┌─ DATA EXCERPTS

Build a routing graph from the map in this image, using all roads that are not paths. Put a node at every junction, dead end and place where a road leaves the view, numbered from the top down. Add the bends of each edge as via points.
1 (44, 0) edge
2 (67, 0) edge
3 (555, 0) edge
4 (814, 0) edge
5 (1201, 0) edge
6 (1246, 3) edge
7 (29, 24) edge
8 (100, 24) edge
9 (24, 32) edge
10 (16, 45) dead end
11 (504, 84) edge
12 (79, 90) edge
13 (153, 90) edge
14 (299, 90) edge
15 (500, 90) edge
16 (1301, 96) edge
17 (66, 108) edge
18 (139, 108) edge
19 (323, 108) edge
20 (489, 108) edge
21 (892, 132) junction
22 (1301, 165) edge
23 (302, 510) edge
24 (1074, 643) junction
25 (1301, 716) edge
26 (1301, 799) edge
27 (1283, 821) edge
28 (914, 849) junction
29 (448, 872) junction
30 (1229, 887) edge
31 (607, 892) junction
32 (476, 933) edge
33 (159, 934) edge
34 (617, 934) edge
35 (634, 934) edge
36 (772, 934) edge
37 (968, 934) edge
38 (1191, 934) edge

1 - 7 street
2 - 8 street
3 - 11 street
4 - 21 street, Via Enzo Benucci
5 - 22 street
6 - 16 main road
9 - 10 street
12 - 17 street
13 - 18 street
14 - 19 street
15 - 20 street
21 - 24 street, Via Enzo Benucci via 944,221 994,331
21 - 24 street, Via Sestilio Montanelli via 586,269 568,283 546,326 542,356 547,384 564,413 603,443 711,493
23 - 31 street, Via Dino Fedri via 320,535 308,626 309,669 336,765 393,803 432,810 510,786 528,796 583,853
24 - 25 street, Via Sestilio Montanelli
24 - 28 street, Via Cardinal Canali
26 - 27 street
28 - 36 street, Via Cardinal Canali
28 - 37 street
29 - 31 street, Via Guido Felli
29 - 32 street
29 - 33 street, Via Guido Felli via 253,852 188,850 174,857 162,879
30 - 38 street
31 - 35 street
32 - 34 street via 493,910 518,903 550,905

└─

Pull out every line holding "Guido" from the records above, and copy it.

## REPLY
29 - 31 street, Via Guido Felli
29 - 33 street, Via Guido Felli via 253,852 188,850 174,857 162,879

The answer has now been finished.